This article, written by Mark Wiggins, originally appeared on KVUE on June 25, 2015.
Texas leaders and interest groups have plenty to say about the U.S. Supreme Court's 6-3 decision Thursday to uphold nationwide tax subsidies that help millions afford health insurance under the Affordable Care Act.
"Texas hospitals are certainly thankful," said John Hawkins at the Texas Hospital Association.
As the organizer's senior vice president for government relations, Hawkins says Texas stood to lose roughly $4.4 billion in federal subsidies. Of the 1.2 million Texans who purchased a health care plan on the federal exchange, about 832,000 are low-income workers who qualify for tax credits without which they likely would not be able to afford coverage.
"I think it would have put the insurance market into a tailspin because of some of the other reforms that were in place," Hawkins added, "And it certainly would have put hospitals in a bad position just driving up uncompensated care, which gets shifted onto local taxpayers and to the private market."
The law allows subsidies for those on plans bought on state exchanges, which some states such as Texas refused to create.
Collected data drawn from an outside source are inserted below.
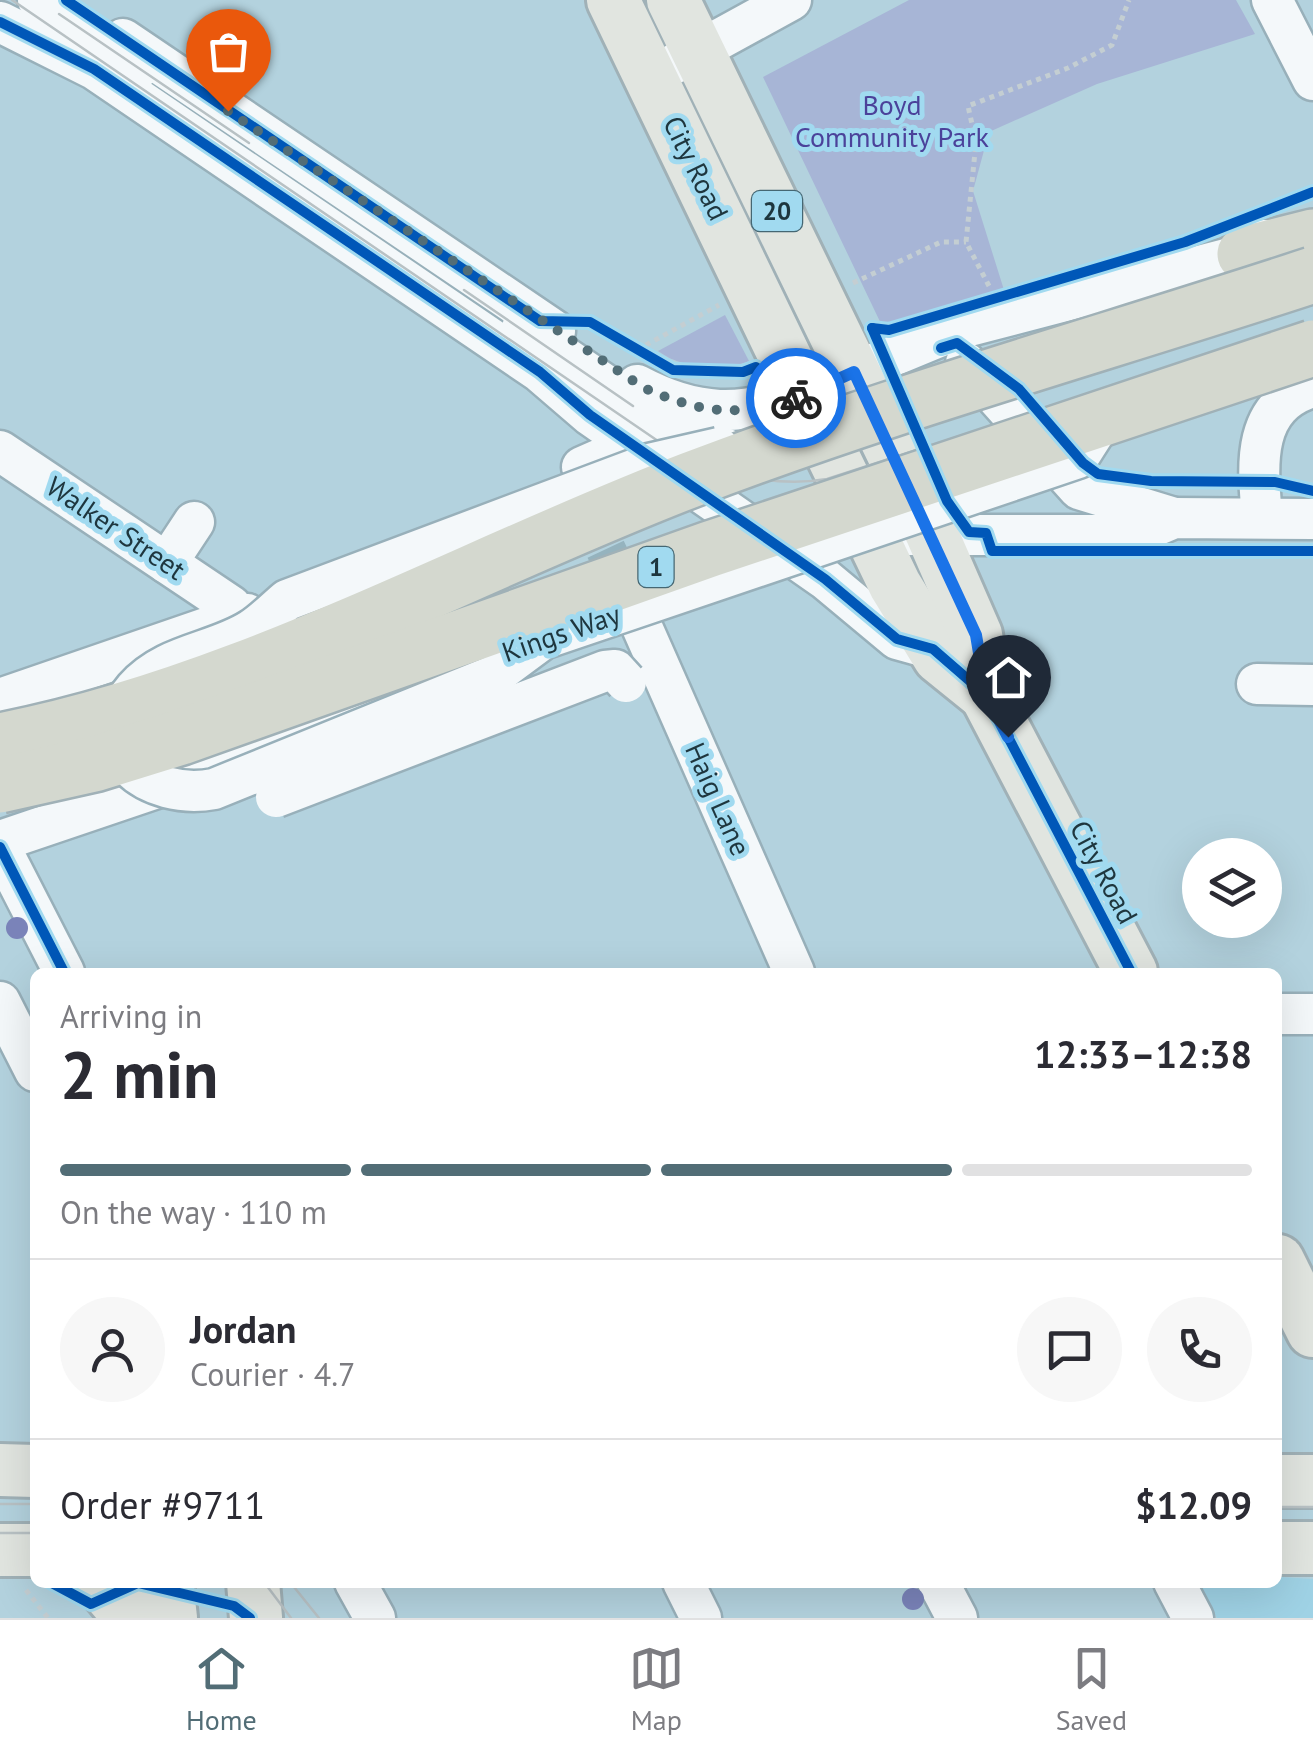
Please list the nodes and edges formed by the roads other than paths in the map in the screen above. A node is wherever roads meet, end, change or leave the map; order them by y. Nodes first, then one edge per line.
1 (9, 0) edge
2 (38, 0) edge
3 (66, 0) edge
4 (613, 0) edge
5 (673, 0) edge
6 (790, 0) edge
7 (1272, 0) edge
8 (0, 22) edge
9 (698, 50) junction
10 (652, 75) junction
11 (1313, 80) edge
12 (1313, 217) edge
13 (1313, 238) edge
14 (1245, 254) junction
15 (1313, 275) edge
16 (928, 341) junction
17 (1313, 348) edge
18 (854, 372) junction
19 (1313, 386) edge
20 (1106, 414) junction
21 (809, 428) junction
22 (886, 438) junction
23 (0, 451) edge
24 (696, 487) junction
25 (1262, 516) junction
26 (1174, 518) junction
27 (1313, 519) edge
28 (194, 522) dead end
29 (932, 534) junction
30 (768, 536) junction
31 (871, 536) junction
32 (167, 563) junction
33 (287, 600) junction
34 (231, 606) dead end
35 (642, 627) tunnel mouth
36 (543, 638) junction
37 (933, 649) junction
38 (626, 682) dead end
39 (1257, 684) dead end
40 (1313, 685) edge
41 (986, 695) junction
42 (6, 711) edge
43 (310, 752) junction
44 (0, 785) edge
45 (328, 796) dead end
46 (276, 797) dead end
47 (0, 844) edge
48 (62, 968) edge
49 (792, 968) edge
50 (1129, 968) edge
51 (0, 1002) edge
52 (1282, 1014) edge
53 (1313, 1014) edge
54 (30, 1060) edge
55 (1282, 1269) edge
56 (1313, 1331) edge
57 (30, 1446) edge
58 (0, 1457) edge
59 (0, 1470) edge
60 (30, 1471) edge
61 (1282, 1481) edge
62 (1313, 1481) edge
63 (1282, 1548) edge
64 (1313, 1548) edge
65 (105, 1588) edge
66 (168, 1588) edge
67 (253, 1588) edge
68 (358, 1588) edge
69 (386, 1588) edge
70 (685, 1588) edge
71 (941, 1588) edge
72 (1177, 1588) edge
73 (130, 1618) edge
74 (171, 1618) edge
75 (256, 1618) edge
76 (375, 1618) edge
77 (386, 1618) edge
78 (701, 1618) edge
79 (957, 1618) edge
80 (1193, 1618) edge

1 - 24 street
2 - 21 street
3 - 21 street
4 - 10 main road, City Road / 20
5 - 9 main road, City Road / 20
6 - 9 street
7 - 11 street
8 - 24 street
9 - 10 street
9 - 18 main road, City Road / 20
10 - 21 main road, City Road / 20
12 - 14 street
13 - 14 highway
14 - 16 street
15 - 21 highway, bridge
16 - 18 street
16 - 26 street
17 - 20 highway, Kings Way / 1, bridge
18 - 21 main road
18 - 22 main road, City Road / 20
19 - 25 street
20 - 36 street, Kings Way, bridge
20 - 44 highway, Kings Way / 1, bridge
21 - 22 street
21 - 31 main road, City Road / 20
21 - 33 street, bridge
21 - 42 highway, bridge
22 - 29 main road, City Road / 20
23 - 32 street, Walker Street
24 - 30 street
25 - 26 street
25 - 27 street
26 - 29 street
28 - 32 street
29 - 31 street
29 - 41 main road, City Road / 20
30 - 31 street
30 - 37 street
31 - 37 main road, City Road / 20
32 - 34 street, Walker Street
33 - 42 street
33 - 43 street, bridge
35 - 49 street, Haig Lane
36 - 43 street, bridge
36 - 47 street, Kings Way, bridge
37 - 41 main road, City Road / 20
38 - 46 street, bridge
39 - 40 street
41 - 50 main road, City Road / 20
43 - 45 street
47 - 48 street
51 - 54 street
52 - 53 street
55 - 56 main road
57 - 58 street
59 - 60 main road
61 - 62 main road
63 - 64 main road
65 - 73 main road
66 - 74 main road
67 - 75 main road
68 - 76 street
69 - 77 street
70 - 78 street
71 - 79 street
72 - 80 street

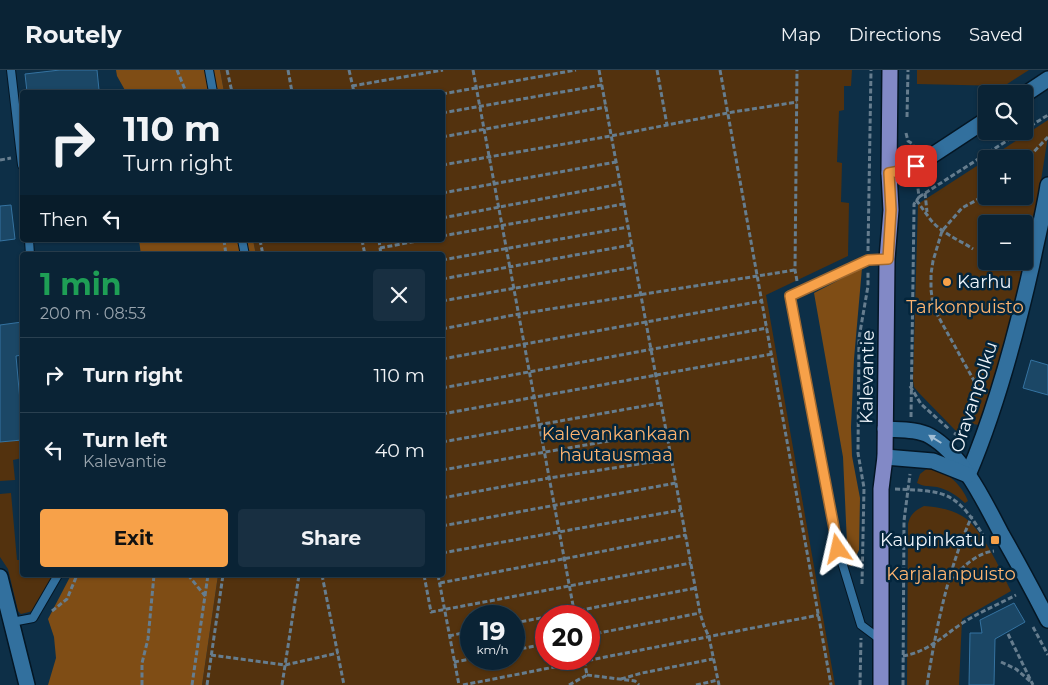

The court ruled the wording was vague, yet clearly intended for subsidies to be available for plans bought on the federal exchange as well.
"My concern is that today's ruling merely slaps another band-aid onto the other band-aids that have already been slapped onto the Affordable Care Act," said Rob Henneke, with the Texas Public Policy Foundation's Center for the American Future. Henneke argues instead of striking down the law and forcing Congress back to the drawing board, the court essentially rewrote it.
"The end result will be that we won't have further action by Congress to address the real problems that we have in our health care system here in America," said Henneke.
Among the declared 2016 Republican presidential primary candidates, Sen. Ted Cruz (R-Texas) excoriated the court in a speech on the Senate floor, "Our government was designed to be one of laws, not of men, and this transparent distortion is disgraceful. These justices are not behaving as umpires calling balls and strikes. They have joined a team, and it is a team that is hurting Americans across this country."
Sen. John Cornyn responded, "Today's decision doesn't change the fact that Obamacare has been a disaster for the millions of hardworking American families who have seen their health care costs skyrocket or lost their insurance entirely. Republicans will continue to fight tooth and nail to repeal this oppressive law and replace it with patient-centered reforms that lower costs and increase access for Texans and all Americans."
"This decision means health care security for millions of Americans," said Rep. Lloyd Doggett (D-Texas). "Like the 60 attempts to destroy this law, this latest attempt to destroy it in the courts has failed. A loss would have meant that more than 800,000 Texans who benefit from receiving these credits would have lost a tax benefit worth an average of $247 a month. With this ruling, we avoid the 'death spiral' Congress designed the law to prevent."
"The Supreme Court's ruling should serve as a wake up call to Texas leaders that it is time to finally get our heads out of the sand and work to develop a solution to provide coverage to the remaining estimated one million Texans trapped in the coverage gap due to Texas's refusal to expand Medicaid eligibility," responded state Rep. Trey Martinez Fischer.
"Governor Abbott has the ability to call the Legislature back to a special session to address the immediate health needs of our state," said Martinez Fischer. "I stand ready and willing to work with all members and state leaders to come up with a solution to increase access to health care for our citizens. For those who believe in the rule of law, it's time to get to work."
Another decision Thursday dealt with a case filed in Texas over the Fair Housing Act. The court ruled that under the act, policies that cause housing discrimination are illegal whether they are intended to or not.
"There's been study after study after study that says where you live matters," said Austin Tenants' Council executive director Katherine Stark, who hopes the ruling will help stop decades of segregation caused by concentrating affordable housing in predominantly poor and minority areas.
"So if we have affordable housing scattered throughout the city instead of just in one section, people can say, 'I work up there. My day care's up there. I'll get an apartment up there,'" said Stark, "And they can find something that's affordable."
"Texas stands strongly against racial discrimination, and sets policy true to the letter and spirit of the Fair Housing Act," wrote Texas Attorney General Ken Paxton, whose office defended the state in the case. "Today's decision places an unfair burden on landlords, lenders and developers, and will ironically lead them to make their decisions based upon consideration of race."
"The Administration's interpretation of federal housing law is overreaching and misguided, and I am disappointed with the Supreme Court's ruling," said Paxton. "This case, however, is far from over. The Court recognized the 'novelty' of the plaintiff's claims, and noted that the FHA does not prohibit actions taken for 'legitimate objectives.' The Texas Department of Housing and Community Affairs acted with the legitimate objective of revitalizing neighborhoods and providing affordable, fair housing when it distributed federal tax credits."
"This ruling recognizes the stark reality that housing discrimination, regardless of intent, persists for many Americans," responded Dennis Parker, the director the ACLU Racial Justice Program. "This decision retains the essential protections of the Fair Housing Act, meaning the law will continue to serve as an important tool in rooting out pernicious forms of racial segregation and discrimination."